[[ Data records, beginning ]]
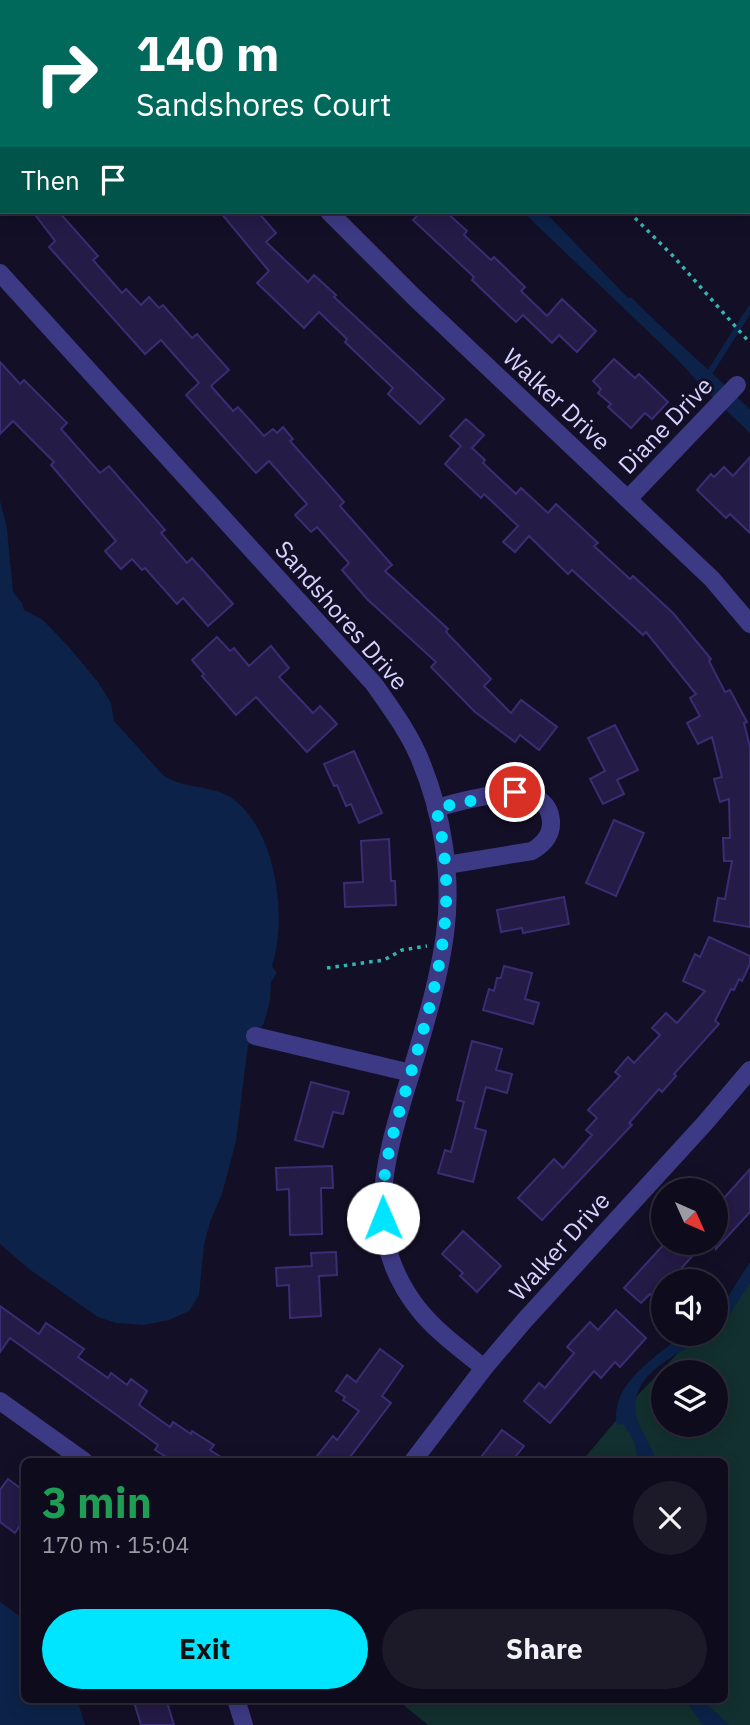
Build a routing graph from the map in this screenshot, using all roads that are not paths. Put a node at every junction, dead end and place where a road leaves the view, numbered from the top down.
1 (331, 214) edge
2 (0, 273) edge
3 (737, 385) dead end
4 (628, 499) junction
5 (750, 624) edge
6 (436, 808) junction
7 (447, 865) junction
8 (255, 1036) dead end
9 (750, 1070) edge
10 (411, 1073) junction
11 (484, 1368) junction
12 (0, 1401) edge
13 (80, 1458) edge
14 (415, 1458) edge
15 (237, 1703) edge
16 (244, 1725) edge

1 - 4 street, Walker Drive
2 - 6 street, Sandshores Drive
3 - 4 street, Diane Drive
4 - 5 street, Walker Drive
6 - 7 street, Sandshores Drive
6 - 7 street
7 - 10 street, Sandshores Drive
8 - 10 street
9 - 11 street, Walker Drive
10 - 11 street, Sandshores Drive
11 - 14 street, Walker Drive
12 - 13 street
15 - 16 street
[[ Data records, end ]]
== What to work on ==
Repeat the material above in full and exactly, omitting the pictures.

== Output of the task ==
Build a routing graph from the map in this screenshot, using all roads that are not paths. Put a node at every junction, dead end and place where a road leaves the view, numbered from the top down.
1 (331, 214) edge
2 (0, 273) edge
3 (737, 385) dead end
4 (628, 499) junction
5 (750, 624) edge
6 (436, 808) junction
7 (447, 865) junction
8 (255, 1036) dead end
9 (750, 1070) edge
10 (411, 1073) junction
11 (484, 1368) junction
12 (0, 1401) edge
13 (80, 1458) edge
14 (415, 1458) edge
15 (237, 1703) edge
16 (244, 1725) edge

1 - 4 street, Walker Drive
2 - 6 street, Sandshores Drive
3 - 4 street, Diane Drive
4 - 5 street, Walker Drive
6 - 7 street, Sandshores Drive
6 - 7 street
7 - 10 street, Sandshores Drive
8 - 10 street
9 - 11 street, Walker Drive
10 - 11 street, Sandshores Drive
11 - 14 street, Walker Drive
12 - 13 street
15 - 16 street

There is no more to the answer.